A seemingly settled tie-up between FTSE 100 takeaway firm Just Eat PLC (LON:JE.) and its Dutch rival Takeaway.com was thrown into disarray on Tuesday as South African e-commerce giant Naspers launched a hostile bid for the group.
While the offer was rejected out of hand by Just Eat’s board, the £4.9bn cash bid, equivalent to 710p per share, is 20% higher than the currently implied 594p all-share offer from Takeaway.com despite the Dutch firm’s original bid in August being closer to 730p before a decline in its shares knocked the deal’s value.
Just Eat’s investors seem to be drooling over the prospect of a bidding war, with the share price shooting up 25% to 735p in late-afternoon.
While the next steps are currently unclear, several scenarios could play out in this takeaway tussle.
Is a higher bid incoming?
One possible outcome, and the one investors seem to be banking on given the share price surge, is that Takeaway.com, or possibly even another rival bidder, will swoop in with a higher offer to counter Naspers’ efforts.
An analyst at a City broker told Proactive that a higher bid from Takeaway.com was likely given “pressure” from its major shareholders to ensure the tie-up went through, although it was hard to see how the company could sweeten the deal.
They said that it would be hard for the firm to offer cash, given that it is currently unprofitable, and that adding more shares to the bid would increase dilution risk.
This sentiment was echoed by Peel Hunt analyst James Lockyer, who said a counter bid from Takeaway.com would be difficult given the recent weakness in the Dutch group’s shares, which after hitting a six-month high at the end of August have slumped 16% to €73.
Naspers' assessment that Just Eat would require investment “in excess” of the amount planned by its current management was also likely to raise concerns among the company’s investors over its strategy going forward.
“If [Just Eat] want to beat the likes of Deliveroo and UberEats they’re going to need more investment”, Lockyer says, adding that these issues will be “the first thing” shareholder’s ask the company’s directors in the wake of the new bid.
With this in mind, even if the counter bid is not accepted, Naspers’ move will likely encourage shareholders to push for greater clarity over the group’s investment plans.
Facing fierce competition from rivals such as Deliveroo and UberEats, Just Eat has already promised to cut jobs and pump cash into its delivery capabilities as it battles with slowing order growth, which in its third-quarter dropped to 25% from 30% year-on-year.
Just Eat’s outright rejection of the offer is also unlikely to make the pressure go away, as Lockyer says investors would “not be expected to accept [the Takeaway.com] offer over and above a higher bid currently in the market” unless they believed the long term value was larger through the all-share tie-up.
Are other bidders lurking?
While Naspers hostile bid was the first one it made directly to shareholders, Just Eat revealed in its rejection that the South African firm had approached it on three previous occasions with bids of 670p, 700p and 710p per share respectively.
This raises the prospect that other bidders could be lurking in the background as potential buyers, and that Naspers' offer document could have been an attempt to flush them out into the open.
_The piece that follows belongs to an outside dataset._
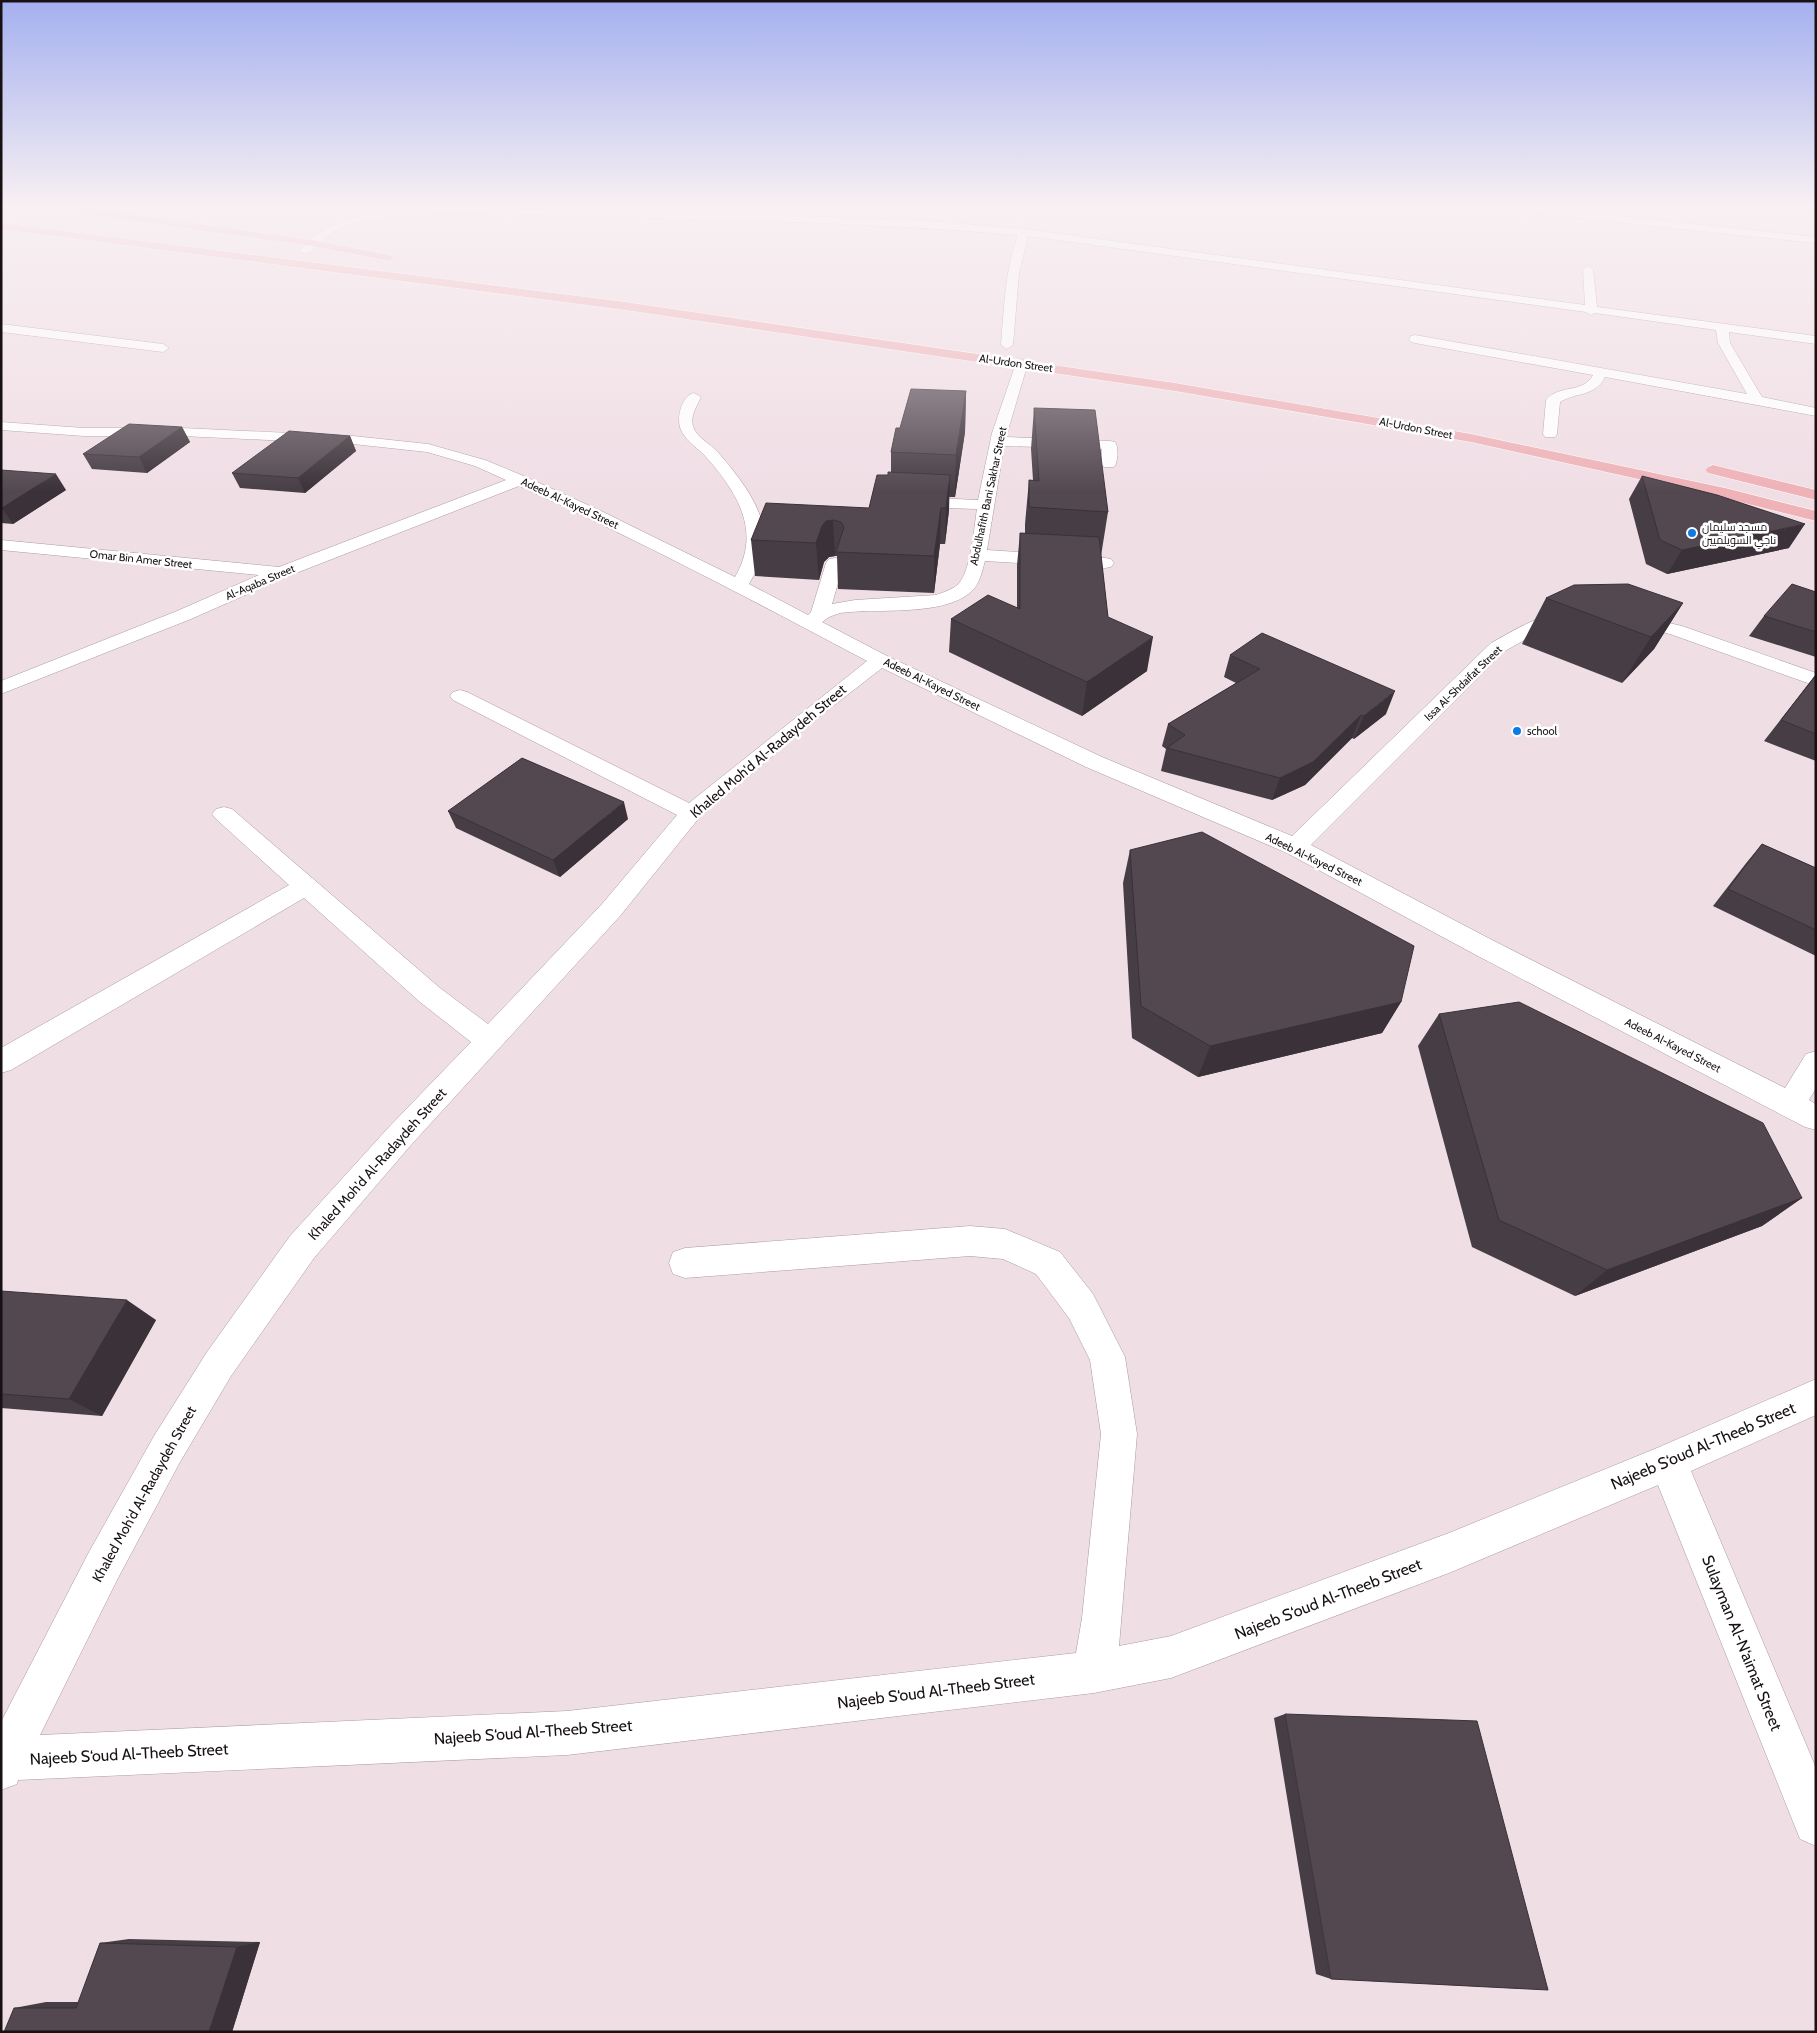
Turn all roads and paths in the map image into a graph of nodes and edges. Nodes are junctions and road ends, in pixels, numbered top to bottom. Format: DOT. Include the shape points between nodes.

Lockyer is sceptical that another bidder is waiting to pounce, saying that some of the more likely candidates such as German outfit Delivery Hero, in which Naspers owns a stake of around 23%, and Japanese conglomerate Softbank did not currently have the firepower to counter the bid.
One possibility, Lockyer says, is taxi app Uber Technologies Inc (NYSE:UBER), which is looking to expand its UberEats business to cover self-delivering restaurants in combination with its current model of transporting food from eateries that do not have their own delivery staff.
Although, while Uber is financially capable of bidding for Just Eat, it may need to decide whether accelerating its coverage of the food delivery market would be worth a move away from its core logistics and transport business.
“It’s a balance between a business that it slightly against their core, but [Just Eat] will provide a cash-generative model that can support its loss-making UberEats business”, Lockyer says.
The City analyst is less convinced that Uber could shell out for Just Eat, saying that with the firm “haemorrhaging cash” a potential £5bn acquisition was unlikely to sound like an appealing proposition in addition to possible scrutiny from competition regulators.
This concern is likely to have held more water since July when the Competition and Markets Authority (CMA) announced it would investigate a potential merger between Deliveroo and Amazon Inc (NASDAQ:AMZN).
Could Naspers double up?
Naspers has said it will issue an offer document and acceptance form within 28 days and expects the takeover to complete between the end of 2019 and early 2020, provided Just Eat investors accept its offer.
While the firm could decide to leapfrog both companies and buy out the newly combined entity, such a move may be too much stomach for the investment group.
The City analyst is pessimistic, saying that such a large purchase would leave Naspers investment portfolio “concentrated” and overly reliant on the food delivery market.
Lockyer adds that while the acquisition may be “possible”, competition issues could attract the ire of European regulators due to the potential for a large player to have an entity into which it can pour cash, akin to the CMA’s concerns over Amazon and Deliveroo.